The Exponential Increase in the Cost of Book Promotion

A couple of years ago, one of my early posts on this blog was How to Beat the High Cost of Indie Publishing.  In that post, I basically outlined what I thought was generally required for an author to produce a quality novel. However, while I covered a lot of the basics leading up to the final production of a book (editing, cover, etc.), I failed to address one of the important things that comes after a book’s release: marketing and promotion.
As most indies (and even some traditionally published authors) quickly learn, book marketing and promotion is a necessary evil. Unless you are very lucky – almost lotto-winning lucky – getting and maintaining visibility for your work is an ongoing effort. Thus, at some juncture, almost every indie will turn to one of the book promotion sites.

With that in mind, I was recently doing some research into where to apply my marketing efforts for one of my novels.  (This book promotion thing has actually become a bit of a pet project of mine, with me even going so far as to add a Book Marketing and Promotion page to this blog.)  As I investigated, it occurred to me that prices for book promotion seem to have been on a steady increase for a while.  In fact, going back and plugging in some numbers from the past few years yielded the following results:

Needless to say, this is not all book promotion sites, nor all of those that have increased their charges. However, I don’t mean to imply that all such sites have been raising their prices. In fact, many of them have not. Still, as you can see, the numbers have shot up significantly for a number of these venues.  That said, some of the dollar figures may seem paltry, but when you consider that many indies will promote a single title across a score of sites simultaneously, it adds up pretty quickly.

Businesses, of course, will typically charge as much as the market will bear. Moreover, indies have shown that they’re willing to pay top dollar in order to reach their audiences.  However, the kind of price increases noted above can’t continue without some kind of effect.  In many instances, the end result may be that authors will have to raise prices. (Although, in truth, an increase in prices should eventually be expected as a result of ordinary inflation.)

In short, while no one assumed that the cost of promoting books was going to remain static, the exponential increases are worth noting.  That’s not to say that the sites that have raised their prices aren’t worth it.  (BookBub, for instance, is the gold standard and worth every penny.)  The real takeaway is that, for those of us with limited dollars, it’s become more important than ever to separate the wheat from the chaff when it comes to marketing our work.  In other words, it’s time to figure out which promotional sites are actually offering some bang for the buck, because you need every marketing dollar that you spend to work just as hard for you as you did in earning it.
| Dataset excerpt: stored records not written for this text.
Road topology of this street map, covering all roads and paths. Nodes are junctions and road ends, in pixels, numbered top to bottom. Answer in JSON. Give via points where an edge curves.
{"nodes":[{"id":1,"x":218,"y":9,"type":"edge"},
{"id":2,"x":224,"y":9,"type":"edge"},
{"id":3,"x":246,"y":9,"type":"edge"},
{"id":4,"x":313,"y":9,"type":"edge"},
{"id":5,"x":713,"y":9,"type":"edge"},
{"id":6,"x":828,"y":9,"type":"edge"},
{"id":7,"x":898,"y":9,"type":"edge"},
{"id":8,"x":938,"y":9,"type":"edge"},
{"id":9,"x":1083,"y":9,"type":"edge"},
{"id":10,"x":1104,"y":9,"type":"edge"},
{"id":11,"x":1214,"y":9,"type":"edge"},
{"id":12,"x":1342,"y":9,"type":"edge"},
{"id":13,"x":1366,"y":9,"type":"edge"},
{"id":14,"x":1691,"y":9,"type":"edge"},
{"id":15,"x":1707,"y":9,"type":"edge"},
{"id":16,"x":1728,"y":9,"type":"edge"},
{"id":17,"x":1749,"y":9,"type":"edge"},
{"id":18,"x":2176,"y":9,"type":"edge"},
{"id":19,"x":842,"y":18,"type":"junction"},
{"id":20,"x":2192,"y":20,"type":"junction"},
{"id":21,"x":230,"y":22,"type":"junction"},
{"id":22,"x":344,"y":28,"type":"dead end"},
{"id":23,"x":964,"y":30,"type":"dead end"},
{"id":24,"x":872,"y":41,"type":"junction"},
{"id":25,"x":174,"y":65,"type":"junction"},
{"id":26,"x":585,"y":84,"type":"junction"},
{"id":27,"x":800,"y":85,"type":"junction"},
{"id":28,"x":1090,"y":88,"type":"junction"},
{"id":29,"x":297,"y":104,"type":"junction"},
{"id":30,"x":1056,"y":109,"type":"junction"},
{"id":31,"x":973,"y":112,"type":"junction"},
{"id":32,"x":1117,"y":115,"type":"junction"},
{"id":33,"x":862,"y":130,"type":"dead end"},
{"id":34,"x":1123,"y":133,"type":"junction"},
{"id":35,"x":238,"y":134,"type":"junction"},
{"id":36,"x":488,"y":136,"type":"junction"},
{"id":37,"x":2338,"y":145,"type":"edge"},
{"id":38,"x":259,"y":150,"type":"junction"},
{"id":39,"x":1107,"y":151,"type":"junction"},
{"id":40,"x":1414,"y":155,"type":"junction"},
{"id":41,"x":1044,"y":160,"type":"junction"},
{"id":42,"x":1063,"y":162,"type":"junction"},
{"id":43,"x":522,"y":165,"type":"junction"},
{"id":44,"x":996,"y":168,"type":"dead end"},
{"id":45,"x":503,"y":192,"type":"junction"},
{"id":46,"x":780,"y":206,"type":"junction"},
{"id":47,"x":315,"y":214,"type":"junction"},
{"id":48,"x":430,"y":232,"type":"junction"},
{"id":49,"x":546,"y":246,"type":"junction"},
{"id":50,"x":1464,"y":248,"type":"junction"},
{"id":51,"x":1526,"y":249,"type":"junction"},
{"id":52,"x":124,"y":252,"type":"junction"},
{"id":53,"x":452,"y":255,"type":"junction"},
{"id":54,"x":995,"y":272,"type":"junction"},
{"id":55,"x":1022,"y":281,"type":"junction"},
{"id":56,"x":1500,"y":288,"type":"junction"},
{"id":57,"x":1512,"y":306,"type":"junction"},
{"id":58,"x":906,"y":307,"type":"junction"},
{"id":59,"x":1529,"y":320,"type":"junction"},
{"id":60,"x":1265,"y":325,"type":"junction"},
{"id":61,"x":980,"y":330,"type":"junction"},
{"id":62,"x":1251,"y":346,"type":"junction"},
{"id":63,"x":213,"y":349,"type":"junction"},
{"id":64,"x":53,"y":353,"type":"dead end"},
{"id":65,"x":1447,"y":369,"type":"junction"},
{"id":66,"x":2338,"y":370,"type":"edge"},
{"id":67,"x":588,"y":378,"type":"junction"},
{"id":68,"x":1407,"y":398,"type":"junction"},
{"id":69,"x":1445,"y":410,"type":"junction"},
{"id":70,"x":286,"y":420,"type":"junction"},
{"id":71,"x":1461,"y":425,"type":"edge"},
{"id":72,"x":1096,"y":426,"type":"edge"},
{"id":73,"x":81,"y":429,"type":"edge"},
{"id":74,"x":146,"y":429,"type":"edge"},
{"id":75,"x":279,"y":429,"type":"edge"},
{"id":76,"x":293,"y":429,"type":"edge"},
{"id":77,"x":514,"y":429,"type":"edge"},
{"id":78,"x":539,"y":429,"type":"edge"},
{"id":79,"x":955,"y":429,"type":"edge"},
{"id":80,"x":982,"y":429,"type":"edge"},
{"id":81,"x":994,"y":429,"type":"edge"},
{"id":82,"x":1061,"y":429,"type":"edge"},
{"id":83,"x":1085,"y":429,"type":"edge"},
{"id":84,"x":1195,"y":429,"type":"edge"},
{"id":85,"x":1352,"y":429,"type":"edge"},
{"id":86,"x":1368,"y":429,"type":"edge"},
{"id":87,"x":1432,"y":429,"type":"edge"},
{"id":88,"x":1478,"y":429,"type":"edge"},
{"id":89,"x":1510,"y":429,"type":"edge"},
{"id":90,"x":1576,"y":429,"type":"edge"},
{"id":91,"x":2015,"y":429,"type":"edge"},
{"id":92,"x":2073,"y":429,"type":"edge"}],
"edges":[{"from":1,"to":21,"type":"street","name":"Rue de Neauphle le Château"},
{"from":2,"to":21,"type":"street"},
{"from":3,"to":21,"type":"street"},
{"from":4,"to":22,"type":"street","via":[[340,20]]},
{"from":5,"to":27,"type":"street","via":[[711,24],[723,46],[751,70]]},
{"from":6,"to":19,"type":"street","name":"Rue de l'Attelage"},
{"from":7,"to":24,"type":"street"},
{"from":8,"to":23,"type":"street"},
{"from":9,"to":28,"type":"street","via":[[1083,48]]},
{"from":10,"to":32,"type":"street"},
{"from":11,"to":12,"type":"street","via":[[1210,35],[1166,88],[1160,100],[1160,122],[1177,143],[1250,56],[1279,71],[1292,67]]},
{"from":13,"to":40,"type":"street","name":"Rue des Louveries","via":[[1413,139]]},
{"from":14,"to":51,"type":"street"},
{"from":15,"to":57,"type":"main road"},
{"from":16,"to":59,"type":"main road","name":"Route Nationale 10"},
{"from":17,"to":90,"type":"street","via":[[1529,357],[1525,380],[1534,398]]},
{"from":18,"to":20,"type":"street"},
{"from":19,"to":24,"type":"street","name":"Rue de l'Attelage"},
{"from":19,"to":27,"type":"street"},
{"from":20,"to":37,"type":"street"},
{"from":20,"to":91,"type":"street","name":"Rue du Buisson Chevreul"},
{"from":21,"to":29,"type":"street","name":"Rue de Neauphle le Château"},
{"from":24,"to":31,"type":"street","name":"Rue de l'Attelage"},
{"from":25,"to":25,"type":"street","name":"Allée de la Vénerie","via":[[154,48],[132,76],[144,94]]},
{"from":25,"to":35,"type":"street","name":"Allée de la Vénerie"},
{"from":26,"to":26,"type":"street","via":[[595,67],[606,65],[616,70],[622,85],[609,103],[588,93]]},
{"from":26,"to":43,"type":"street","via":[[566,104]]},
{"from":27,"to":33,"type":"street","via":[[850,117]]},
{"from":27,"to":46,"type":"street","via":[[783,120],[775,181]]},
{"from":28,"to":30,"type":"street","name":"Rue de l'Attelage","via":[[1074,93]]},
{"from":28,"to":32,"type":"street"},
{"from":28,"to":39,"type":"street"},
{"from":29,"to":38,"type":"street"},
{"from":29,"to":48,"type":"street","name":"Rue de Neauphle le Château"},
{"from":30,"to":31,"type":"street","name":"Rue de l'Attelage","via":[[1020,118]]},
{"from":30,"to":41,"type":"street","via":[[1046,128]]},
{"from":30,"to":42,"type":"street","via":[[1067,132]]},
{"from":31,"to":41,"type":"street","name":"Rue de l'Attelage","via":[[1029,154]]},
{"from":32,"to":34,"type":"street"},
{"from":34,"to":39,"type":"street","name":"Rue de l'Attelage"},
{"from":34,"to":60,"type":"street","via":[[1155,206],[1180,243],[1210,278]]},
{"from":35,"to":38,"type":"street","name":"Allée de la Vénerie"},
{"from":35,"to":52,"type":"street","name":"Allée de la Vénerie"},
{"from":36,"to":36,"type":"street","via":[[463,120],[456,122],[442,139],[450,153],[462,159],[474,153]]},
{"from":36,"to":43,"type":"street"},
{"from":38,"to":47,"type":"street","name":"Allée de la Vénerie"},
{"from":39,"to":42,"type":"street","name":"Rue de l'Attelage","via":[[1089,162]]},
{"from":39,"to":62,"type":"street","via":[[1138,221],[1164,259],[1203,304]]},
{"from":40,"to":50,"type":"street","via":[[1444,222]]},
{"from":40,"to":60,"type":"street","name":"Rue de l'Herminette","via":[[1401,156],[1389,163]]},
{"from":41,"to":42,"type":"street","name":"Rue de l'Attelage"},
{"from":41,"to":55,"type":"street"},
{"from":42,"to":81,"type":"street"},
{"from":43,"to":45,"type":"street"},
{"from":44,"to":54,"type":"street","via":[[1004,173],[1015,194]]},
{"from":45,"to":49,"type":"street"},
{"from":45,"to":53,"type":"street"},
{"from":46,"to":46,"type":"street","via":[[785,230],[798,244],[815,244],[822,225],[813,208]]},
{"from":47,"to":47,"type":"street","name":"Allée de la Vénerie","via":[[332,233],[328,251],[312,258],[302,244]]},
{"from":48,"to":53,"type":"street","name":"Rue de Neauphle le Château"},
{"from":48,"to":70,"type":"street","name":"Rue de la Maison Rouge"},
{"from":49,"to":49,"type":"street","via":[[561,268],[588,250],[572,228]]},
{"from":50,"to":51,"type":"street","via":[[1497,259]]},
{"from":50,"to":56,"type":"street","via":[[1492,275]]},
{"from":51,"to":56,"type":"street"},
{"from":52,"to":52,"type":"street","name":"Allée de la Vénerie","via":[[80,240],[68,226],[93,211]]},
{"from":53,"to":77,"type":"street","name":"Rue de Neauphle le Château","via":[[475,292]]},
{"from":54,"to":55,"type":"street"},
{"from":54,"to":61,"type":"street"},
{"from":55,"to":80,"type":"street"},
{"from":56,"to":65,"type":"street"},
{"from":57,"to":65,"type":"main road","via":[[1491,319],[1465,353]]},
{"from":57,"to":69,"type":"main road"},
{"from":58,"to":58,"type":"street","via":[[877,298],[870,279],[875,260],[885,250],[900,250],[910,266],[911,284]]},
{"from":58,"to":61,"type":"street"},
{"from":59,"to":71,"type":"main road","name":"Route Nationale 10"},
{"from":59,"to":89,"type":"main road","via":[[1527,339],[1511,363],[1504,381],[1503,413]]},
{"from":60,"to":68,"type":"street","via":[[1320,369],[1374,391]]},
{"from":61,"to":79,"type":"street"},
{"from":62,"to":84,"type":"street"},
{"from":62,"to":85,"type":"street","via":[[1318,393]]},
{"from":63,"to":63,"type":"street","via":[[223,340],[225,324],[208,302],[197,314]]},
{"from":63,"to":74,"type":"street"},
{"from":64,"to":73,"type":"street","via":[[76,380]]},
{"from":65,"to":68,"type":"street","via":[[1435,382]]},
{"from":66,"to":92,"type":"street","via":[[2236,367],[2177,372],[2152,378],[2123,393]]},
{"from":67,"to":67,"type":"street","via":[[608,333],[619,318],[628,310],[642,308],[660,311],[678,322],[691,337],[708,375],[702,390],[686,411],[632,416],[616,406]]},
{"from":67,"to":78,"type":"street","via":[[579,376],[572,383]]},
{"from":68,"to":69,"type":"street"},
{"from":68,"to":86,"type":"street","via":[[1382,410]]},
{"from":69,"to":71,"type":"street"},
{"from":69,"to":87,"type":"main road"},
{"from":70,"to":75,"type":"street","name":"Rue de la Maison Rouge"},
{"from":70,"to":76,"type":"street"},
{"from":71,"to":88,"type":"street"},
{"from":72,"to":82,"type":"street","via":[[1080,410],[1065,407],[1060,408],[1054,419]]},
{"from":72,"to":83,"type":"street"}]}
(***Just a quick note about the chart above:  it denotes what promoting on the listed sites cost at various times in the past.  The term “Cheapest Available” generally means the most inexpensive promotional opportunity for a paid book that I could find on a particular site at present.  That said, I tried to make this as much of an apples-to-apples comparison as possible, which meant, for instance, sticking to the same genre when feasible. By way of example, the $160 BookBub promo in 2013 was for the Sci-Fi genre; a promo on BookBub in that same genre will cost $600 today.)